EDEN ON DEMAND – CHIOSTRO BRAMENTESCO CAM GARIBALDI MILANO
Testo critico di Jacqueline Ceresoli
Progetto di Manuela Carrano
Manuela Carrano, Angelo Caruso, Cristina Ruffoni, Jean Sadao, Antje Stehn condividono un sogno, una promessa, una speranza di felicità qui e adesso per domani nel giardino del Chiostro bramantesco C.A.M. Garibaldi a Milano (Centri di Aggregazione Multifunzionale Municipio 1), dove tra sculture polimateriche, installazioni anche sonore, forme, parole e poesie si attraversa un Eden dell’impensabile ritrovato nel segno metaforico dell’arte.

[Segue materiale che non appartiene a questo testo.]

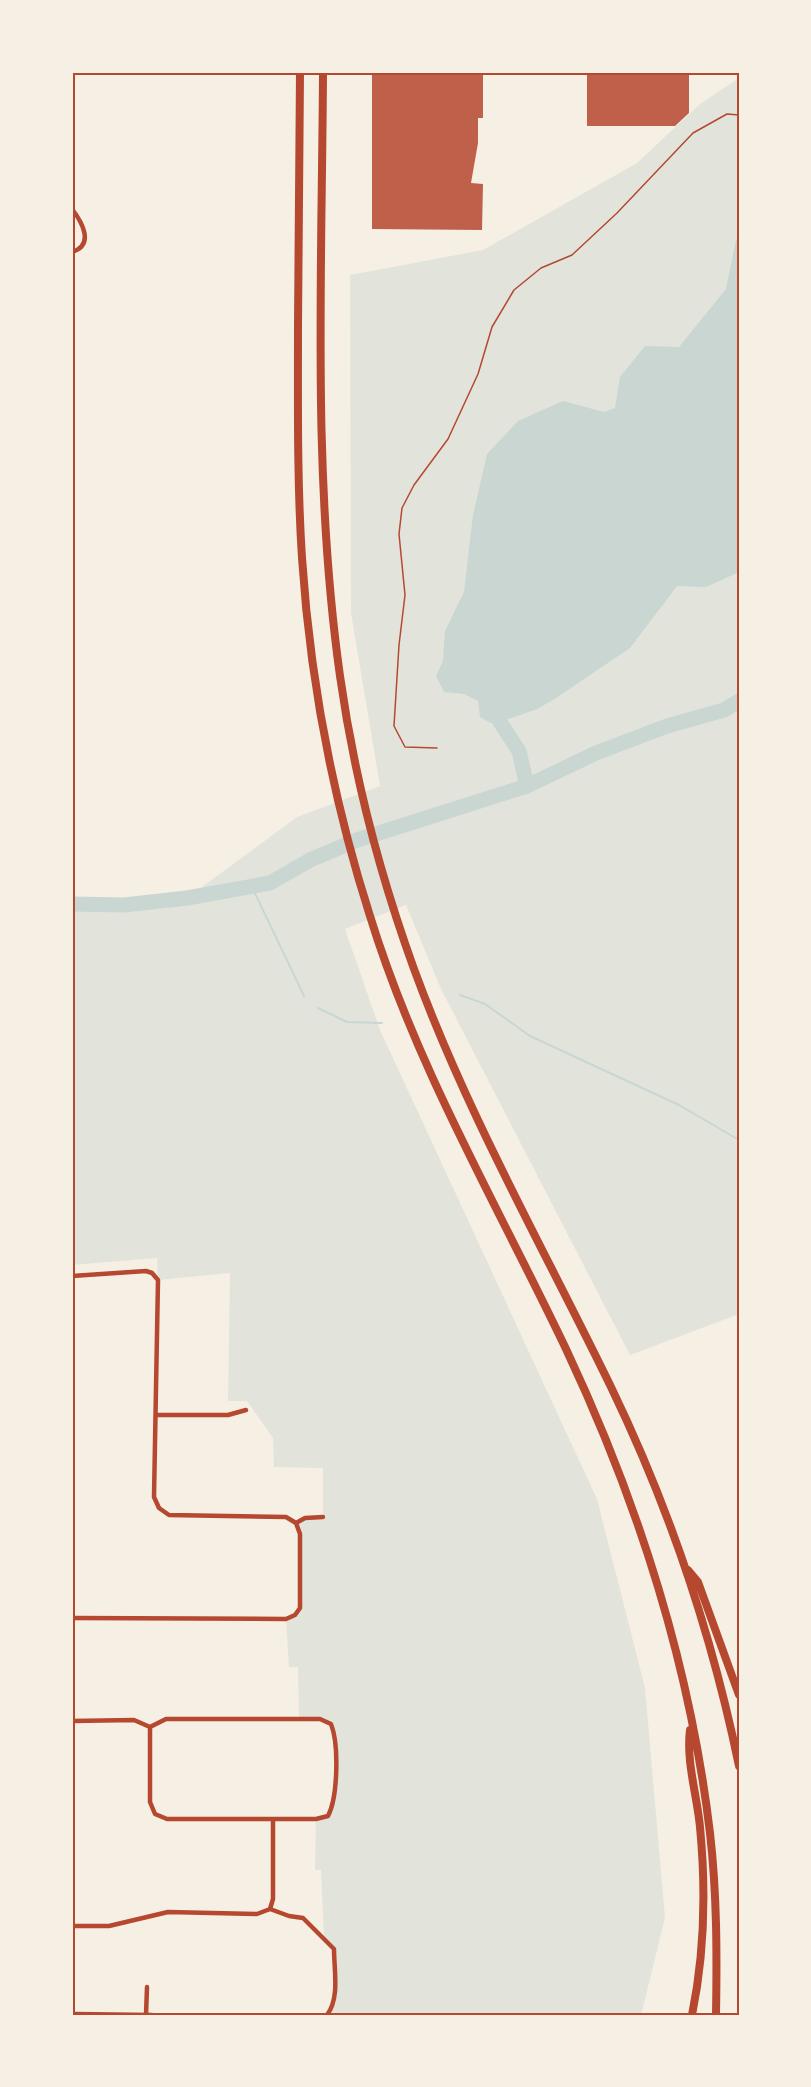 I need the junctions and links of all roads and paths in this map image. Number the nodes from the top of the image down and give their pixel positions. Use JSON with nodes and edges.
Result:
{"nodes":[{"id":1,"x":300,"y":72,"type":"edge"},
{"id":2,"x":323,"y":72,"type":"edge"},
{"id":3,"x":605,"y":72,"type":"edge"},
{"id":4,"x":739,"y":73,"type":"edge"},
{"id":5,"x":739,"y":115,"type":"edge"},
{"id":6,"x":72,"y":209,"type":"edge"},
{"id":7,"x":72,"y":252,"type":"edge"},
{"id":8,"x":437,"y":748,"type":"dead end"},
{"id":9,"x":739,"y":885,"type":"edge"},
{"id":10,"x":739,"y":890,"type":"edge"},
{"id":11,"x":72,"y":1276,"type":"edge"},
{"id":12,"x":246,"y":1410,"type":"dead end"},
{"id":13,"x":156,"y":1415,"type":"junction"},
{"id":14,"x":323,"y":1517,"type":"dead end"},
{"id":15,"x":296,"y":1523,"type":"junction"},
{"id":16,"x":685,"y":1567,"type":"junction"},
{"id":17,"x":72,"y":1618,"type":"edge"},
{"id":18,"x":739,"y":1695,"type":"edge"},
{"id":19,"x":691,"y":1720,"type":"junction"},
{"id":20,"x":72,"y":1721,"type":"edge"},
{"id":21,"x":150,"y":1727,"type":"junction"},
{"id":22,"x":739,"y":1766,"type":"edge"},
{"id":23,"x":273,"y":1819,"type":"junction"},
{"id":24,"x":270,"y":1909,"type":"junction"},
{"id":25,"x":72,"y":1926,"type":"edge"},
{"id":26,"x":147,"y":1987,"type":"dead end"},
{"id":27,"x":75,"y":2014,"type":"edge"},
{"id":28,"x":146,"y":2015,"type":"edge"},
{"id":29,"x":152,"y":2015,"type":"edge"},
{"id":30,"x":327,"y":2015,"type":"edge"},
{"id":31,"x":692,"y":2015,"type":"edge"},
{"id":32,"x":716,"y":2015,"type":"edge"}],
"edges":[{"from":1,"to":19,"type":"highway"},
{"from":2,"to":16,"type":"highway"},
{"from":3,"to":4,"type":"path"},
{"from":5,"to":8,"type":"path"},
{"from":6,"to":7,"type":"street"},
{"from":9,"to":10,"type":"path"},
{"from":11,"to":13,"type":"street"},
{"from":12,"to":13,"type":"street"},
{"from":13,"to":15,"type":"street"},
{"from":14,"to":15,"type":"street"},
{"from":15,"to":17,"type":"street"},
{"from":16,"to":18,"type":"highway"},
{"from":16,"to":22,"type":"highway"},
{"from":19,"to":31,"type":"highway"},
{"from":19,"to":32,"type":"highway"},
{"from":20,"to":21,"type":"street"},
{"from":21,"to":23,"type":"street"},
{"from":21,"to":23,"type":"street"},
{"from":23,"to":24,"type":"street"},
{"from":24,"to":25,"type":"street"},
{"from":24,"to":30,"type":"street"},
{"from":26,"to":28,"type":"street"},
{"from":27,"to":28,"type":"street"},
{"from":28,"to":29,"type":"street"}]} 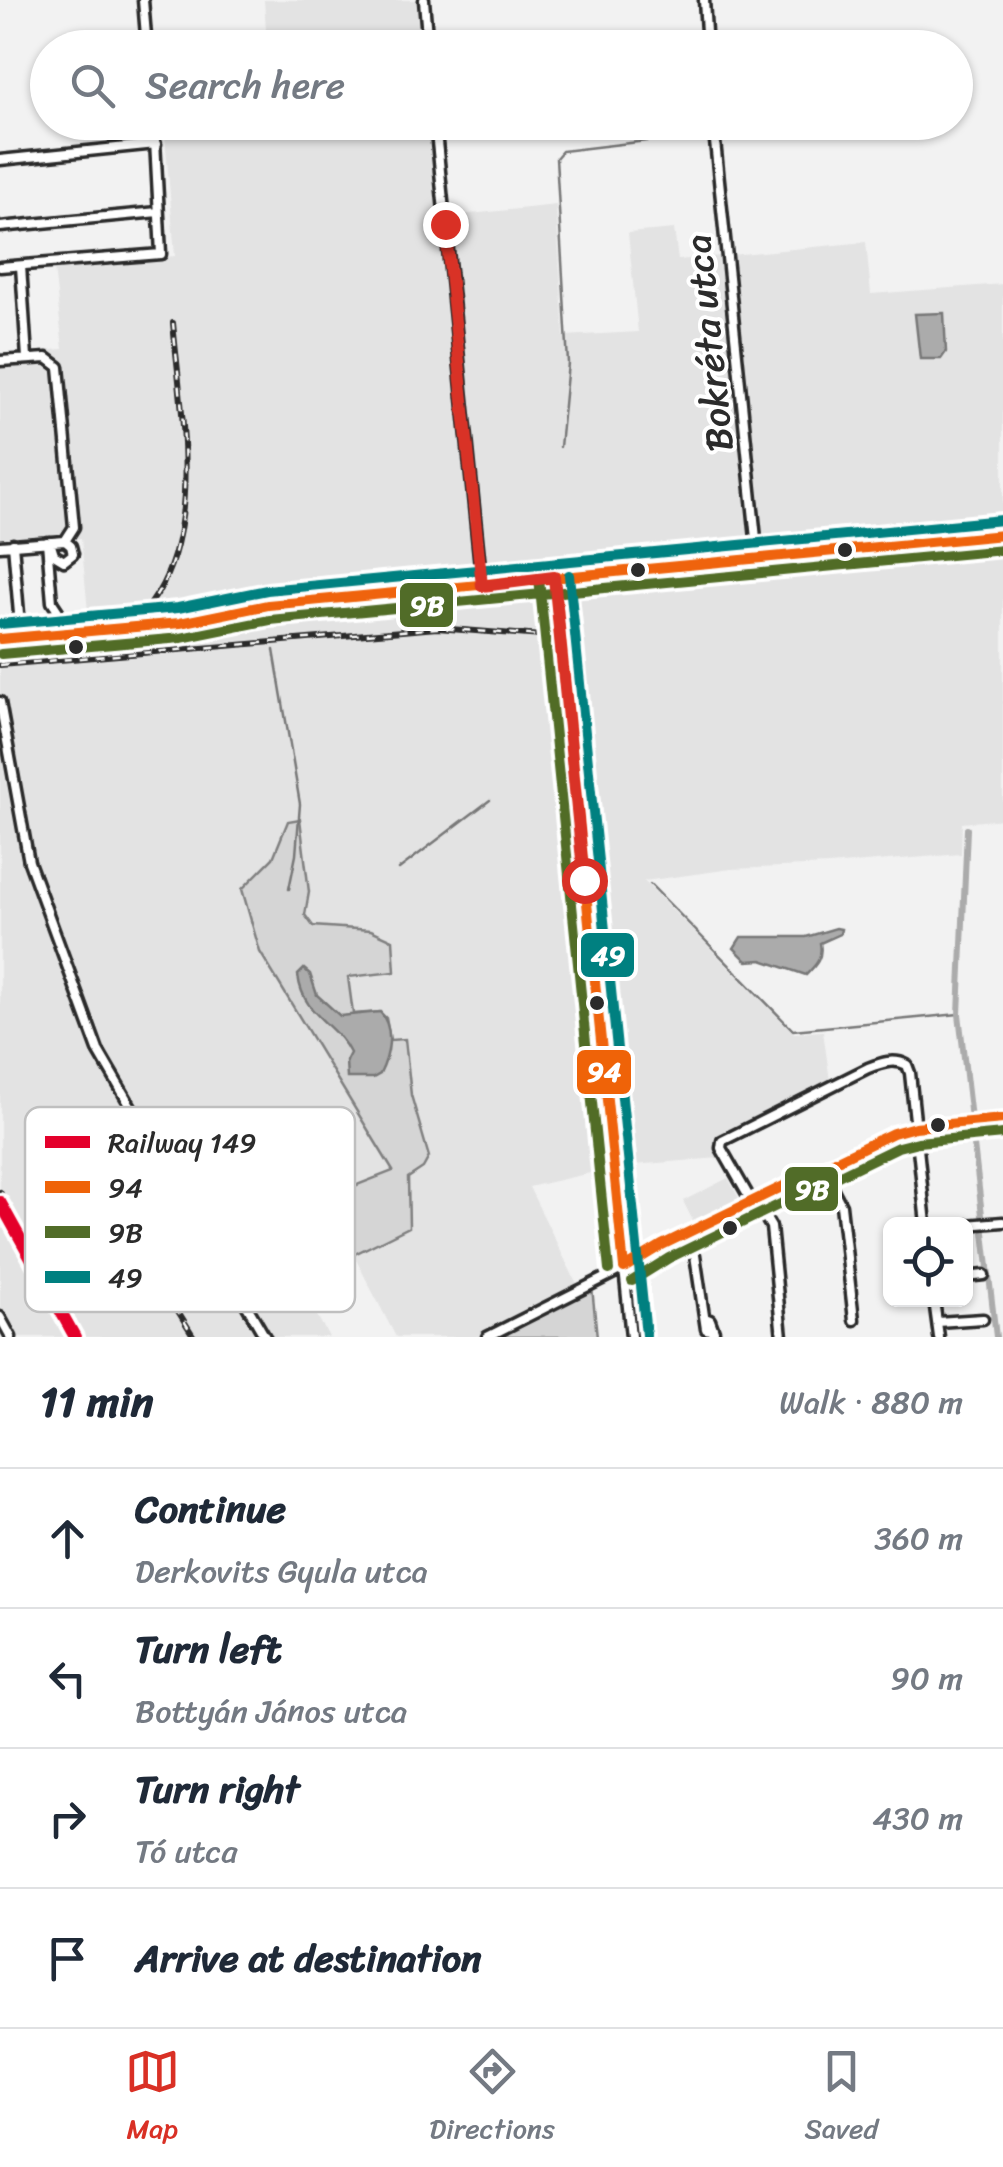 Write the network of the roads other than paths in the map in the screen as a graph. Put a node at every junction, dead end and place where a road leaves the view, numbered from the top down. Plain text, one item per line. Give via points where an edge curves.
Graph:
1 (143, 0) edge
2 (424, 0) edge
3 (704, 0) edge
4 (146, 30) edge
5 (426, 30) edge
6 (706, 30) edge
7 (156, 140) edge
8 (437, 140) edge
9 (715, 140) edge
10 (156, 144) junction
11 (0, 160) edge
12 (158, 212) junction
13 (0, 227) edge
14 (20, 266) junction
15 (0, 267) edge
16 (27, 358) junction
17 (0, 361) edge
18 (1003, 535) edge
19 (65, 540) junction
20 (48, 542) junction
21 (14, 544) junction
22 (0, 546) edge
23 (758, 558) junction
24 (554, 577) junction
25 (482, 586) junction
26 (64, 634) junction
27 (21, 637) junction
28 (0, 639) edge
29 (0, 702) edge
30 (133, 1107) edge
31 (1003, 1118) edge
32 (914, 1127) junction
33 (822, 1168) junction
34 (754, 1202) junction
35 (925, 1217) edge
36 (1003, 1222) edge
37 (973, 1225) edge
38 (686, 1233) junction
39 (624, 1268) junction
40 (984, 1276) dead end
41 (973, 1277) edge
42 (935, 1307) edge
43 (251, 1312) edge
44 (0, 1318) edge
45 (983, 1319) dead end
46 (854, 1320) dead end
47 (937, 1322) junction
48 (706, 1329) dead end
49 (11, 1337) edge
50 (265, 1337) edge
51 (487, 1337) edge
52 (631, 1337) edge
53 (782, 1337) edge
54 (938, 1337) edge

1 - 4 street
2 - 5 street
3 - 6 street
7 - 10 street
8 - 25 street
9 - 23 street, Bokréta utca
10 - 11 street
10 - 12 street
12 - 13 street
12 - 14 street via 161,254
14 - 15 street
14 - 16 street
16 - 17 street
16 - 19 street via 47,358 59,367 74,527
18 - 23 street
19 - 20 street
19 - 20 street via 73,554 64,561
20 - 21 street
20 - 26 street via 52,602
21 - 22 street
21 - 27 street
23 - 24 street
24 - 25 street
24 - 39 street
25 - 26 street
26 - 27 street
27 - 28 street
29 - 30 street via 30,862 92,1036
31 - 32 street
32 - 33 street
32 - 34 street via 908,1065 868,1068 722,1141
32 - 35 street
33 - 34 street
33 - 46 street via 841,1204
34 - 38 street
34 - 53 street via 771,1226
36 - 37 street
38 - 39 street
38 - 48 street via 696,1255
39 - 51 street
39 - 52 street
40 - 41 street
42 - 47 street
43 - 50 street
44 - 49 street
45 - 47 street
47 - 54 street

Manuela Carrano, poliedrica artista, lavora in bilico tra naturale e artificiale, rigenerazione post umanistica, anima il giardino con sagome a forma di uovo, pesce, fichi d’India e altro ancora, sorvegliato da un cane, mentre le silhouette di Adamo ed Eva vagano nel nulla eterno. In questo paradiso trasfigurato, reale e immaginario insieme, spiccano come miraggi nel deserto tre fiori giganti (Alba Maxima, Alchymist, Berenice) realizzati con materiali di scarto. Più di mille foglie dorate rivestono un albero preesistente simbolo della vita, di adattamento, di rinascita e conoscenza. L’oro per Carrano indica una rigenerazione umanistica e culturale, scelto come simbolo, allusione di una irraggiungibile sfera celeste in un luogo urbano, dove l’uomo e la natura coltivano l’armonia di vivere in pace. L’oro è un materiale protagonista nei capolavori dal medioevo a oggi dal potere alchemico, che rappresenta il non reale, la dimensione del sacro, citato già nell’Antico Testamento. Nella Bibbia l’Eden è un giardino bagnato da un fiume che si divide in quattro rami, dove c’è oro. L’oro fu uno dei doni portati dai Magi a Gesù, mentre nel Buddhismo è uno dei sette tesori e viene equiparato alla fede o alla retta convinzione. A Milano l’altare di Vuolvinio, nella Basilica si Sant’Ambrogio, è interamente ricoperto di lastre in oro massiccio, mentre le opere dorate di Carrano nel chiostro bramantesco sagomano domande e l’urgenza di una città giardino da abitare nella convinzione e costruzione di un futuro migliore.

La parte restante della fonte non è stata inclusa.